Eubulides (talk) 06:44, 6 February 2010 (UTC)
If the vcite templates are so much better, do they have a downside? otherwise, why don't we just erase the cite templates and move the vcite to the cite ones? Casliber (talk · contribs) 08:29, 6 February 2010 (UTC)
The vcite templates aren't yet complete: they cover the Big Four ({{vcite book}}, {{vcite journal}}, {{vcite news}}, {{vcite web}}) but not the other cite XXX variants. Also, these templates use Vancouver style rather than the quasi-APA style used by {{cite book}} etc. and not everybody likes this style even if it is a bit more efficient. One quick fix that could be done without worrying about style issues is to change the default in {{cite book}} etc. to not generate COiNS data and to trim away some of the relatively-useless links it generates: this would be a significant savings in HTML bloat and server CPU speed, though it still wouldn't make them as fast as the vcite family.

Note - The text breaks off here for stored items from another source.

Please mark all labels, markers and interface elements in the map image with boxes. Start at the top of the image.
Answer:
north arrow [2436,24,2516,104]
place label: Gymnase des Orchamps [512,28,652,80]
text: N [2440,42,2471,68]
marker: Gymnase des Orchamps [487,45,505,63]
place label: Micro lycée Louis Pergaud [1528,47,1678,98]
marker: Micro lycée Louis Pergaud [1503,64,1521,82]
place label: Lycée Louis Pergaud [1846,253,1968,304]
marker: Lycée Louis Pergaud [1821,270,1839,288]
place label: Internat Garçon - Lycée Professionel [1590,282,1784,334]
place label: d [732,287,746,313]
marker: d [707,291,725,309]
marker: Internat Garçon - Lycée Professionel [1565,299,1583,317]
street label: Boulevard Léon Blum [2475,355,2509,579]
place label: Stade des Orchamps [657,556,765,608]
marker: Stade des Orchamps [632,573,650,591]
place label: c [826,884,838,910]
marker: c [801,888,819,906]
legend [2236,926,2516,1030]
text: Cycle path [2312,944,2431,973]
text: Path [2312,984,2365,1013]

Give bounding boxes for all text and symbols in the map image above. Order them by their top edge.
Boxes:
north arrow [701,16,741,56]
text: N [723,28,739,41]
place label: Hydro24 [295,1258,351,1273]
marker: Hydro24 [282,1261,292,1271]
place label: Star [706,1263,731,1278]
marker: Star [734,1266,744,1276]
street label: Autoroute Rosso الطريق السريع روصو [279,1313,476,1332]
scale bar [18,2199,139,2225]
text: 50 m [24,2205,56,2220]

Eubulides (talk) 08:40, 6 February 2010 (UTC)
Citation templates do not cause "slow load times throughout Wikipedia". They cause slow load times only when the page is not already cached. They're a problem mostly for editors, not for IP readers. Eubulides (talk) 22:20, 6 February 2010 (UTC)
These problems are definitely not "unusual" or "unique". They occur whenever the server needs to generate a page full of citation templates, which, when you're editing a page, is always. The problems are easily reproducible; just follow the steps I listed above. Eubulides (talk) 22:20, 6 February 2010 (UTC)

Random break[edit]

The question is not a difficult one to answer, but nobody is listening. There are two issues with templates: processing time on the server and potential html bloat resulting in larger html pages. Neither of these is the reason why the Israel page is slow to load; that's quite simply down to the number of objects on the page. --Malleus Fatuorum 16:52, 6 February 2010 (UTC)
  • Nobody is listening because Malleus's analysis is incorrect for how editors use the page. One more data point: I just now visited Israel as a logged in editor, and because the page wasn't cached and needed to be recomputed, it took about 25 seconds to load. The HTML ended with the line "<!-- Served by srv241 in 21.967 secs. --></body></html>", showing that the vast majority of this time was spent processing the page on the server. Whether this is due to the "number of objects on the page" or some other factor is irrelevant: what counts is that the page is slow to load, and (as the experiments above show) this is almost entirely due to the use of standard citation templates on the page.
  • "Somewhere on wiki there must be a knowledgable computer person who simply knows the answer to the question do cite templates make articles slower to download" I doubt whether there is any such person. The Mediawiki source code is messy in this area: it's obviously slow, but is contorted and will be hard to tune. I expect that the Mediawiki developers and Wikipedia maintainers would rather not think about the problem. However, there are a few signs of life: please see #Mediawiki-based solution below.
Eubulides (talk) 22:20, 6 February 2010 (UTC)

A long time ago I compared the load times of some articles with cite templates to the same articles with the citations written without any templates. The difference in load times was not significant, in my opinion. I just did the same for the page in question here. Server load times were .054 to .158s for both pages, but without a lot of sampling I couldn't say there was any difference. Actual load and render time after a cleared cache on the particular computer I was using at the time: 4.5s to 5.0s for either page. The no-cite version may perhaps render .3s faster. Maybe. If the no-cite version is actually faster, some of that difference would due to the no-cite version having about 8% fewer characters of wiki text (or about 4% fewer characters of html); the no-cite version also has somewhat fewer html tags, which might provide a few microseconds advantage, too. If anyone wants to check these tests, see User:Gimmetrow/test and User:Gimmetrow/test2. diff. I tried to replace the cite templates with equivalent text, rather than use the short refs mentioned by SV. Gimmetrow 17:01, 6 February 2010 (UTC)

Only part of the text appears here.